DATA
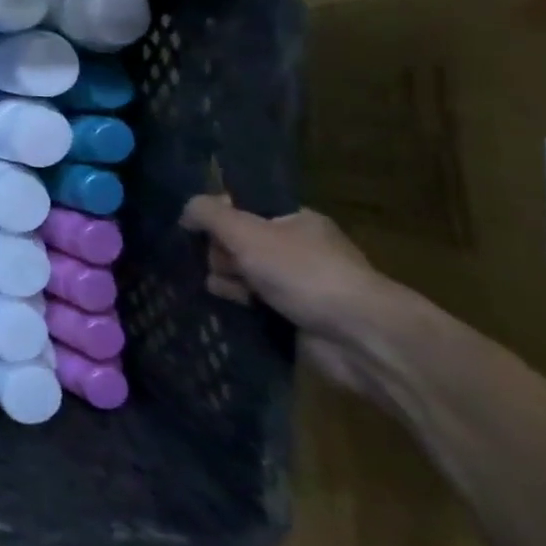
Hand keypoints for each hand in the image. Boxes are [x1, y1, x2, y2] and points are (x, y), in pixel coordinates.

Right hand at [181, 196, 395, 396]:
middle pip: (236, 242)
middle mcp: (297, 248)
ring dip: (228, 281)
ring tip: (236, 293)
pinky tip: (238, 306)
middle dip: (222, 254)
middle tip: (229, 266)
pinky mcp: (294, 315)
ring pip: (240, 273)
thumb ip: (208, 213)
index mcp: (295, 220)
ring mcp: (297, 284)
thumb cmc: (303, 272)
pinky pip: (252, 302)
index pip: (242, 209)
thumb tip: (185, 211)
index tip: (203, 230)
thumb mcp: (246, 231)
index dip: (219, 218)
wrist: (360, 336)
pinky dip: (241, 303)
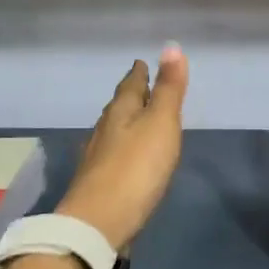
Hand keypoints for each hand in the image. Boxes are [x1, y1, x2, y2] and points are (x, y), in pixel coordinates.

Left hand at [56, 45, 188, 249]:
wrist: (99, 222)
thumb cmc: (136, 168)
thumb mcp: (160, 123)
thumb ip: (168, 88)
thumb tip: (171, 46)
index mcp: (120, 111)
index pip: (130, 84)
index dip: (139, 73)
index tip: (141, 62)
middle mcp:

REQUIRED ACTION
Could you copy the lines above exactly and skip the images?

YOUR RESPONSE
Hand keypoints for each hand in the image. Boxes are [x1, y1, x2, y2] and points are (x, y), in pixel coordinates.

Right hand at [181, 196, 395, 396]:
middle pip: (236, 242)
middle mcp: (297, 248)
ring dip: (228, 281)
ring tip: (236, 293)
pinky tip: (238, 306)
middle dip: (222, 254)
middle tip: (229, 266)
pinky mcp: (294, 315)
ring pip: (240, 273)
thumb ip: (208, 213)
index mcp: (295, 220)
ring mcp: (297, 284)
thumb cmc: (303, 272)
pinky pip: (252, 302)
index pip: (242, 209)
thumb tip: (185, 211)
index tip: (203, 230)
thumb mcp: (246, 231)
index dip: (219, 218)
wrist: (360, 336)
pinky dip: (241, 303)
Hand keypoints for each hand in the image. Boxes are [x1, y1, x2, y2] and points are (x, y), in pixel coordinates.

Left hand at [56, 45, 188, 249]:
wrist: (99, 222)
thumb cmc: (136, 168)
thumb mcp: (160, 123)
thumb ip: (168, 88)
thumb tip: (171, 46)
index mcp: (120, 111)
index pip: (130, 84)
index dip: (139, 73)
index tip: (141, 62)
middle mcp:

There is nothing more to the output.